• _Instructions to follow_:
Look over the entries that follow. Report how many lines contain "Arrowhead", with nothing else.

• _Collected data entries_:
########################################

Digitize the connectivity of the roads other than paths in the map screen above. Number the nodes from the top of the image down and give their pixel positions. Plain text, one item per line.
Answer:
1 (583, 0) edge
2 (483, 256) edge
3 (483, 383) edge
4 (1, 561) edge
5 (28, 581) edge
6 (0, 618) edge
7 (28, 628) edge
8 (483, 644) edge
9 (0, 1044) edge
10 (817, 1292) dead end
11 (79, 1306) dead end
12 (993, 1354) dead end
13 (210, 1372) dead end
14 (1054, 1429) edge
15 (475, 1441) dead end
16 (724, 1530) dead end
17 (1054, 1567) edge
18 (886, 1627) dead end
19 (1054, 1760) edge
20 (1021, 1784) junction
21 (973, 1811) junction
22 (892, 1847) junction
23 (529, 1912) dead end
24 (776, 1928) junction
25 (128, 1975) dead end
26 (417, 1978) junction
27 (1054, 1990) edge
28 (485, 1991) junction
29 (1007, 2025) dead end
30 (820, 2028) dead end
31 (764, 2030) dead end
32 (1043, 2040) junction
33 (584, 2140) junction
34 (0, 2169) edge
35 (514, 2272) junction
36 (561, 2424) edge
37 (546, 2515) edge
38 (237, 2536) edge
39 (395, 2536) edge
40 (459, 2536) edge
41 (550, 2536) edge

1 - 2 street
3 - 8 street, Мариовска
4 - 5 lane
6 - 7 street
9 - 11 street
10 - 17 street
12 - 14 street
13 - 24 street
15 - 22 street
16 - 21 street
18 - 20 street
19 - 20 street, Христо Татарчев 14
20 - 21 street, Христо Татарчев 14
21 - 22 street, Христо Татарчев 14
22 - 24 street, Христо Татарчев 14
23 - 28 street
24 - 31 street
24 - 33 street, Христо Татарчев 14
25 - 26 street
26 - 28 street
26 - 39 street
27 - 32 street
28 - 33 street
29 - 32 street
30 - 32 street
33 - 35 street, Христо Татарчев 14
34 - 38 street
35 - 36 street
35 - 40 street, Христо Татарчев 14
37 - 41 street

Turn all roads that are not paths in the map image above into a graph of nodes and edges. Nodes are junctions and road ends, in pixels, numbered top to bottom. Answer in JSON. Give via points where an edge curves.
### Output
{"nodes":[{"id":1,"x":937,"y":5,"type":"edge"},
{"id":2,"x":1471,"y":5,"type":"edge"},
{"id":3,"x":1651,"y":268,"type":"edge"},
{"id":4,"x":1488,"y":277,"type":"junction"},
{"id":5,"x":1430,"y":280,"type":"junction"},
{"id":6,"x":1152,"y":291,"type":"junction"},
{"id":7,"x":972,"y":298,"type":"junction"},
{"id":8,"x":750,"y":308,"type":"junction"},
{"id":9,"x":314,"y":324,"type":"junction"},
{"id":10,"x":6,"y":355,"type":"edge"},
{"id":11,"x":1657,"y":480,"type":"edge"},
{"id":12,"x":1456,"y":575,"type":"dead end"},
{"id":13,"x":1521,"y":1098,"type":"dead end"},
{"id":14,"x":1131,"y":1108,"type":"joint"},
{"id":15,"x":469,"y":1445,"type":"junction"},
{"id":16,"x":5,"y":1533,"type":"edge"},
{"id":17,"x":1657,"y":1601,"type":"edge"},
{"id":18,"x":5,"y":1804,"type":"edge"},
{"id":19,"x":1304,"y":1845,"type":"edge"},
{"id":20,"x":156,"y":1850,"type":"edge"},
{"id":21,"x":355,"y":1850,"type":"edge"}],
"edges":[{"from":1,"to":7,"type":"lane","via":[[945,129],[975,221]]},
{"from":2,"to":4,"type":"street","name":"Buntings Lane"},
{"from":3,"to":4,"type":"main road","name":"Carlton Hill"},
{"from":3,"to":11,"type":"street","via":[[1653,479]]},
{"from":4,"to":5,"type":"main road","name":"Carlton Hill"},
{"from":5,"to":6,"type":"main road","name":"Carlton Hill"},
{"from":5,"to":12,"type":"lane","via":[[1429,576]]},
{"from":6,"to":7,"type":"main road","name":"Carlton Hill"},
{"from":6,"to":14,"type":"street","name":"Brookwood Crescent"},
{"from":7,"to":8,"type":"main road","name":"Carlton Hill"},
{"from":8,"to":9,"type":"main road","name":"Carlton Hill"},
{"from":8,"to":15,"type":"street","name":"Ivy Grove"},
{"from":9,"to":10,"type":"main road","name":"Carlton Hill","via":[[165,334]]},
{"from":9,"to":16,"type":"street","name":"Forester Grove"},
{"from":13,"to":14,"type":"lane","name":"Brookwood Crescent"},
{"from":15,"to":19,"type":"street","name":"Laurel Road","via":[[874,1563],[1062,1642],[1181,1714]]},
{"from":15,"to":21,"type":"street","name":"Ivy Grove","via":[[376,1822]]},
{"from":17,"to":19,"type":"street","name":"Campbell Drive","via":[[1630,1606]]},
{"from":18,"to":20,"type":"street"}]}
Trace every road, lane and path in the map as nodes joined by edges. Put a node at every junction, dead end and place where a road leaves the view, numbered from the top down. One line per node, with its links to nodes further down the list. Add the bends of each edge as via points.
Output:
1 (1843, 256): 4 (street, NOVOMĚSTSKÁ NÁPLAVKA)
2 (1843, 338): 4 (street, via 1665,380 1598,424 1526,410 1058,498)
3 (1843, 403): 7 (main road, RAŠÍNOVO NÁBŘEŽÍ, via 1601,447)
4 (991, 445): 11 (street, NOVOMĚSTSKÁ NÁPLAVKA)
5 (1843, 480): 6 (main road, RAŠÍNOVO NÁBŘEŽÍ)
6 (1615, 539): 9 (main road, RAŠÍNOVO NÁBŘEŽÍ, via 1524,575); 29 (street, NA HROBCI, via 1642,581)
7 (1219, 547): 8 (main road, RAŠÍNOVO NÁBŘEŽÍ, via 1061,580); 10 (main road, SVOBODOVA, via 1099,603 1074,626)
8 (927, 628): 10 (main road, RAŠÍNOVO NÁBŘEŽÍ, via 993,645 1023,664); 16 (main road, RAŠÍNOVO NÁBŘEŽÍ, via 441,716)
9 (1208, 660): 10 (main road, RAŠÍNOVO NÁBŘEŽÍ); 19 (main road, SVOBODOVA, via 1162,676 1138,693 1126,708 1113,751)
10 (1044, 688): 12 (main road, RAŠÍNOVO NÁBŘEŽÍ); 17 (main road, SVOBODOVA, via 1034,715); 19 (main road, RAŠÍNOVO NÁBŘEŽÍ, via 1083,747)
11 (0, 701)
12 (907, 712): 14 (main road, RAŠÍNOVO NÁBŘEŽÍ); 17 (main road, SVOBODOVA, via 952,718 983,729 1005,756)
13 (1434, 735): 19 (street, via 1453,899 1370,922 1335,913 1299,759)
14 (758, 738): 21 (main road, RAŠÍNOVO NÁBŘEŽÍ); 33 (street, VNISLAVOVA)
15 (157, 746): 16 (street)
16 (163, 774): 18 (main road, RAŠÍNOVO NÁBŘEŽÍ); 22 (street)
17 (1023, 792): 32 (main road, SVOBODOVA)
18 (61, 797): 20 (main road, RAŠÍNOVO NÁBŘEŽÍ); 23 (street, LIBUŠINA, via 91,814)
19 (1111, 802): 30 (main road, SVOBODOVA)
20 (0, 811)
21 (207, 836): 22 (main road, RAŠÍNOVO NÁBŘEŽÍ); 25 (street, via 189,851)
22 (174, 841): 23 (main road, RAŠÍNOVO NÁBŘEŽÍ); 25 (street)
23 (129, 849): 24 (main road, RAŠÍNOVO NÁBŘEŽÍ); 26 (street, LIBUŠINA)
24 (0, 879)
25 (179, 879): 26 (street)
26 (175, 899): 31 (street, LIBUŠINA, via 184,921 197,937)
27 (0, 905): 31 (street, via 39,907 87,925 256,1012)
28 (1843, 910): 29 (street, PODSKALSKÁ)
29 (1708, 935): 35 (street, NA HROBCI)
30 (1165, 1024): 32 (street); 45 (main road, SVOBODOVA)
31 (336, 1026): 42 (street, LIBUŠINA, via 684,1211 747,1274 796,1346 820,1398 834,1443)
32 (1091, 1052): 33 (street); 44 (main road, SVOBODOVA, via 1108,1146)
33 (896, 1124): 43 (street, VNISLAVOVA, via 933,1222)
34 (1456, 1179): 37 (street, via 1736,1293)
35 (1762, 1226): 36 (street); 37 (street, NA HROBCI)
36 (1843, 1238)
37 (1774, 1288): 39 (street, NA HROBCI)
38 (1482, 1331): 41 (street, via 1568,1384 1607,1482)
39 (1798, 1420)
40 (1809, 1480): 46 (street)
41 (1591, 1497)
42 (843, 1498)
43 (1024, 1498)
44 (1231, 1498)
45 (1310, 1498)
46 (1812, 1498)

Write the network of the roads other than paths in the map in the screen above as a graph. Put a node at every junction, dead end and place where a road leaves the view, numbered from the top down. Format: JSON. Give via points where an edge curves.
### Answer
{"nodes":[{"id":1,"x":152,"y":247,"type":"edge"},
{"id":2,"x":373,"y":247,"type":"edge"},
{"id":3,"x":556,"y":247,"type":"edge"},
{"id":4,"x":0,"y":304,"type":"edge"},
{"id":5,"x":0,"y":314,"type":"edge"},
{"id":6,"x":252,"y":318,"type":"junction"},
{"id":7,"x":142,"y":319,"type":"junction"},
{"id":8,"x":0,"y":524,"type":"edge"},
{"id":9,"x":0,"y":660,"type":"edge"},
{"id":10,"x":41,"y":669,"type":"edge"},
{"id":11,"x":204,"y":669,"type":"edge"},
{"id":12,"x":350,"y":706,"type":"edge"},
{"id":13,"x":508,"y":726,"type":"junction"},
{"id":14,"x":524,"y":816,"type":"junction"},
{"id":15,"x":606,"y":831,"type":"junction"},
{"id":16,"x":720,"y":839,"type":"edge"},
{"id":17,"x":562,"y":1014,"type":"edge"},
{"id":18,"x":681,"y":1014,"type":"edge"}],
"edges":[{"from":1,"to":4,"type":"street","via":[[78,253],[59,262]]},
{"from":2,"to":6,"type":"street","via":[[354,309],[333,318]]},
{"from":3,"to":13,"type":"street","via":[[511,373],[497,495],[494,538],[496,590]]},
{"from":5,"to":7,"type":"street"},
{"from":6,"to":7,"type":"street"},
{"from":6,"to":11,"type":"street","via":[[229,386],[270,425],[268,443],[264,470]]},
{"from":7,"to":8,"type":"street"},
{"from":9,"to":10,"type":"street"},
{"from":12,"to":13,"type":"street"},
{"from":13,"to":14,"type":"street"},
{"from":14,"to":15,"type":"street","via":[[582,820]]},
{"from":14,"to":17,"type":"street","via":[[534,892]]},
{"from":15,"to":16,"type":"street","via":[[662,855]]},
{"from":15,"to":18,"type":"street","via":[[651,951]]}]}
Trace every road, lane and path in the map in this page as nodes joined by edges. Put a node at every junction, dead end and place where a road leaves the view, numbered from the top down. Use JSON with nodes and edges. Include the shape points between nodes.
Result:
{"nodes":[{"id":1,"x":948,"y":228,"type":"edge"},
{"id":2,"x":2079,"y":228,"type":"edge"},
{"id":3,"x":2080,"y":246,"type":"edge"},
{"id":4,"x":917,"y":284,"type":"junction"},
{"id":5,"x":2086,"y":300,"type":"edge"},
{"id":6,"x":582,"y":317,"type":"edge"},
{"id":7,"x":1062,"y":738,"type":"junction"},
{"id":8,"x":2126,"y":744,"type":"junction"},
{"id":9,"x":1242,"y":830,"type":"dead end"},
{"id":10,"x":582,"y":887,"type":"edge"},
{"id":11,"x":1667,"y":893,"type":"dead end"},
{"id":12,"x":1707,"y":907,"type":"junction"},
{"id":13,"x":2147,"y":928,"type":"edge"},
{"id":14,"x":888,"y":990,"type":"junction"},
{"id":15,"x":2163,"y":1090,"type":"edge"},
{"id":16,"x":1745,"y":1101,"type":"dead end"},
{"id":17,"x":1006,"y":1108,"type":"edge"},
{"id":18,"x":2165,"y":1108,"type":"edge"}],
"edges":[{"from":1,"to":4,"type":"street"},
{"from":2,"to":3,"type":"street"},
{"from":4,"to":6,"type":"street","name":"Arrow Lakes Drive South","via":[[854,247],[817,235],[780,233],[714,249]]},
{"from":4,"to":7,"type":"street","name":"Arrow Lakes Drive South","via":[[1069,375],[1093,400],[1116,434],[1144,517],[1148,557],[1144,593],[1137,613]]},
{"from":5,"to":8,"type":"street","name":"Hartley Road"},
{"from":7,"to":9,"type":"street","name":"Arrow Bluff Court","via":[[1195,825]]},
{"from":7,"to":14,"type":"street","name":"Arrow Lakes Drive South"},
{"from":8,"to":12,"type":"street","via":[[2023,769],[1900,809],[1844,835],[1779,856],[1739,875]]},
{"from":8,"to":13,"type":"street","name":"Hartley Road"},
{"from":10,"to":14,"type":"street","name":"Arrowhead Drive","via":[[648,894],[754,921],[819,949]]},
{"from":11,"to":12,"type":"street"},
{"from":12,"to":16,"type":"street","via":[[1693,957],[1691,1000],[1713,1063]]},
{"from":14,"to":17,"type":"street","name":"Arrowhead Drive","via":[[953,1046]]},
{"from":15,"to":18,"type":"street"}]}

########################################

• _Exercise solution_:
2